魔道列車の低いうなりが、重苦しさをさらに際立たせる。
クリスは小さく肩を震わせる。
「……罪……ですか?」
ゼルガンの瞳に微かな影が揺れる。
「俺はソフィー達を守るために同行した。国を抜け出し、アスヴァルまで……命をかけて護衛した」
ソーマは目を見開いた。
「ゼルガンさん、つまり……アスヴァルで鍛冶師をしているのは……」
ジョッシュが腕を組み、少し感嘆気味に言う。
「なるほど……だからゼルガンさんは冒険者としても鍛えられたわけか」
「アスヴァルに着いた後、商人は王都で自分の夢だった宿屋をオープンさせた。ソフィーもそれを手伝い、旦那を支えた」
窓の外を流れる景色に重ねるようにゼルガンは語る。
「その宿屋が……今お前たちがホームにしている猪熊亭だ」
クリスが息を呑む。
「えっ、つまり今の猪熊亭は……ソフィーさんと旦那さんが始めたんですか?」
「そうだ。俺は鍛冶師をしつつ、冒険者として活動を始めた」
ゼルガンは微かに笑む。
「その後、ソロでの活動中に勇者パーティーのスカウトを受けた。猪熊亭をホームとしつつ、各地で討伐任務や冒険に駆り出された」
ソーマは目を丸くして聞く。
「勇者パーティーも猪熊亭をホームにしていたなんて……全然知らなかった……」
ゼルガンの表情に影が差す。
「そして十八年前の一月一日……新年の夜だった。魔王が復活し、スタンピードが起きた。王都の周りにまで発生した魔物に、俺たちも対応したが……」
息を呑むソーマ。
「……猪熊亭も……襲われたんですか?」
「そうだ。防ぎきれず街中に魔物が侵入し、猪熊亭も例外ではなかった」
ゼルガンの声は低く、重い。
「ソフィーも旦那も――その日、守りきれなかった」
エルーナは黙って顔を覆う。
クリスも肩を落とし、手を組んで祈るように目を閉じた。
「……あの時の俺の罪は、妹を守れなかったことだ」
ゼルガンは拳を握りしめ、机の上に置いた手に力をこめる。
「同じ猪熊亭をホームとしていたラントとマールが猪熊亭を引き継ぎ、今も営業を続けている。

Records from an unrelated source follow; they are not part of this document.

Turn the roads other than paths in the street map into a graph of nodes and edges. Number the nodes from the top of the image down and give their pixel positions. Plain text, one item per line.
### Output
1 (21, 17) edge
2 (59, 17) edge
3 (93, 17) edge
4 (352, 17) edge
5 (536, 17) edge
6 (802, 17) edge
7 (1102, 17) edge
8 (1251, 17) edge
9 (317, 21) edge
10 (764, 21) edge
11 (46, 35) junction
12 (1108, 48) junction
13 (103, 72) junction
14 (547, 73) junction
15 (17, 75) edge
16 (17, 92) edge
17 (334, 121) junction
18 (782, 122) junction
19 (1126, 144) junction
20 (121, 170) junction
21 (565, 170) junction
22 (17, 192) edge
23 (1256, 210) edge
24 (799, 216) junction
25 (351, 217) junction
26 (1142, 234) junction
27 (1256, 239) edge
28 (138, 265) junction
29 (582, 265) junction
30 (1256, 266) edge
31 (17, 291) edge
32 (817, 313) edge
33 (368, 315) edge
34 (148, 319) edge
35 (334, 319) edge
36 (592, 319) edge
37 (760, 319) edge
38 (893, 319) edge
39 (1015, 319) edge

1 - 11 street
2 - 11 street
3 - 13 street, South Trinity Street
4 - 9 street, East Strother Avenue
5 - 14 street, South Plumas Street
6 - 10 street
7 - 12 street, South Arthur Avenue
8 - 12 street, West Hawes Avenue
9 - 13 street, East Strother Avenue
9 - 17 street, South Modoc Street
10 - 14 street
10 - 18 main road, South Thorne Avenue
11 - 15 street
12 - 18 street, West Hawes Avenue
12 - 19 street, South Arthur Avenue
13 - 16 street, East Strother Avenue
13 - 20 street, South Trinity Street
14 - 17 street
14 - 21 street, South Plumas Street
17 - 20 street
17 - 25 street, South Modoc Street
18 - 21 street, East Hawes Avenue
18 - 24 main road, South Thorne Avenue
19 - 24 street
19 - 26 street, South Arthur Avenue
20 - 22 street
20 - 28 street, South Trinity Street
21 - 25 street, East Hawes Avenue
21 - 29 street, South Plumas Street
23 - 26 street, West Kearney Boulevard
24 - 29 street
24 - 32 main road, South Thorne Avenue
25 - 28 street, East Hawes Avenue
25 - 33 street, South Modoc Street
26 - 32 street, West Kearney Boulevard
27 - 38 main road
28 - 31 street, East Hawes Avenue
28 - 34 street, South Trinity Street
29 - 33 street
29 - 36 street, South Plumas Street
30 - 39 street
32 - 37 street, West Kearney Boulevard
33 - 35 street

だが俺は……あの日のことを、一生忘れられない」
ソーマは小さく息を吐き、ゼルガンに尋ねる。
「……ゼルガンさんは……その罪を背負いながらも、俺たちに手を貸してくれたんですね……」
ゼルガンは小さく頷く。
「……そうだ。でも、後悔だけじゃ人は生きられない。だから、前に進むしかない」
魔道列車の特室は静かだが、心の奥では様々な感情が交錯している。
過去の悲しみ、妹への思い、商人との思い出、勇者パーティーとしての誇り、そして仲間たちへの信頼――
窓の外を流れる景色に、ゼルガンの人生が重なる。
鋼の大陸アスガンドへの旅は、ただの移動ではない。
過去と未来を背負った者たちの、確かな一歩だった。
「……僕たち、絶対に無駄にしません。ゼルガンさんの背負うものも、僕たちが支えます」
ソーマは強く拳を握りしめ、決意を声に乗せる。
ゼルガンは視線を仲間たちに向け、小さく微笑む。
「……ああ、頼む」
魔道列車は轟音を立て、鋼の大陸を進む。
その旅路の先に、過去の痛みと希望が、静かに交差していた。
語られるゼルガンの過去。
分割しようかと思いましたが一気に語らせるのがいいと判断しました。